───── Working data ─────

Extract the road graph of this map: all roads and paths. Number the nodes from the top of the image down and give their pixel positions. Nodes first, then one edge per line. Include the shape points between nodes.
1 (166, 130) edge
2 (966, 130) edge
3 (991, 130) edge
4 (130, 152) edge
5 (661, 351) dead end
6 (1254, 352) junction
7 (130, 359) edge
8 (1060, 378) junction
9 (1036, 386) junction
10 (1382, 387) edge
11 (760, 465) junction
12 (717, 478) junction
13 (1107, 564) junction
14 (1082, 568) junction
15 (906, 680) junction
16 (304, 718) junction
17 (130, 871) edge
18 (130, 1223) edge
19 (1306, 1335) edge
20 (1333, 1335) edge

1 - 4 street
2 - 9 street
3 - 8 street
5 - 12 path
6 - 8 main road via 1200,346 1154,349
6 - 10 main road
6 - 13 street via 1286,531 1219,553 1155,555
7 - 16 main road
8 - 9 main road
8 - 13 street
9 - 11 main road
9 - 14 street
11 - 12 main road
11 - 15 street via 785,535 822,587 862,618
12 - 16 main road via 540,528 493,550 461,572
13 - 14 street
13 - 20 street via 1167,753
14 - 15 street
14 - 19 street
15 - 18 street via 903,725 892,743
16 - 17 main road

─────

● What you need to do:
Repeat the data in its entirety, exactly as written.

● Result for this exercise:
Extract the road graph of this map: all roads and paths. Number the nodes from the top of the image down and give their pixel positions. Nodes first, then one edge per line. Include the shape points between nodes.
1 (166, 130) edge
2 (966, 130) edge
3 (991, 130) edge
4 (130, 152) edge
5 (661, 351) dead end
6 (1254, 352) junction
7 (130, 359) edge
8 (1060, 378) junction
9 (1036, 386) junction
10 (1382, 387) edge
11 (760, 465) junction
12 (717, 478) junction
13 (1107, 564) junction
14 (1082, 568) junction
15 (906, 680) junction
16 (304, 718) junction
17 (130, 871) edge
18 (130, 1223) edge
19 (1306, 1335) edge
20 (1333, 1335) edge

1 - 4 street
2 - 9 street
3 - 8 street
5 - 12 path
6 - 8 main road via 1200,346 1154,349
6 - 10 main road
6 - 13 street via 1286,531 1219,553 1155,555
7 - 16 main road
8 - 9 main road
8 - 13 street
9 - 11 main road
9 - 14 street
11 - 12 main road
11 - 15 street via 785,535 822,587 862,618
12 - 16 main road via 540,528 493,550 461,572
13 - 14 street
13 - 20 street via 1167,753
14 - 15 street
14 - 19 street
15 - 18 street via 903,725 892,743
16 - 17 main road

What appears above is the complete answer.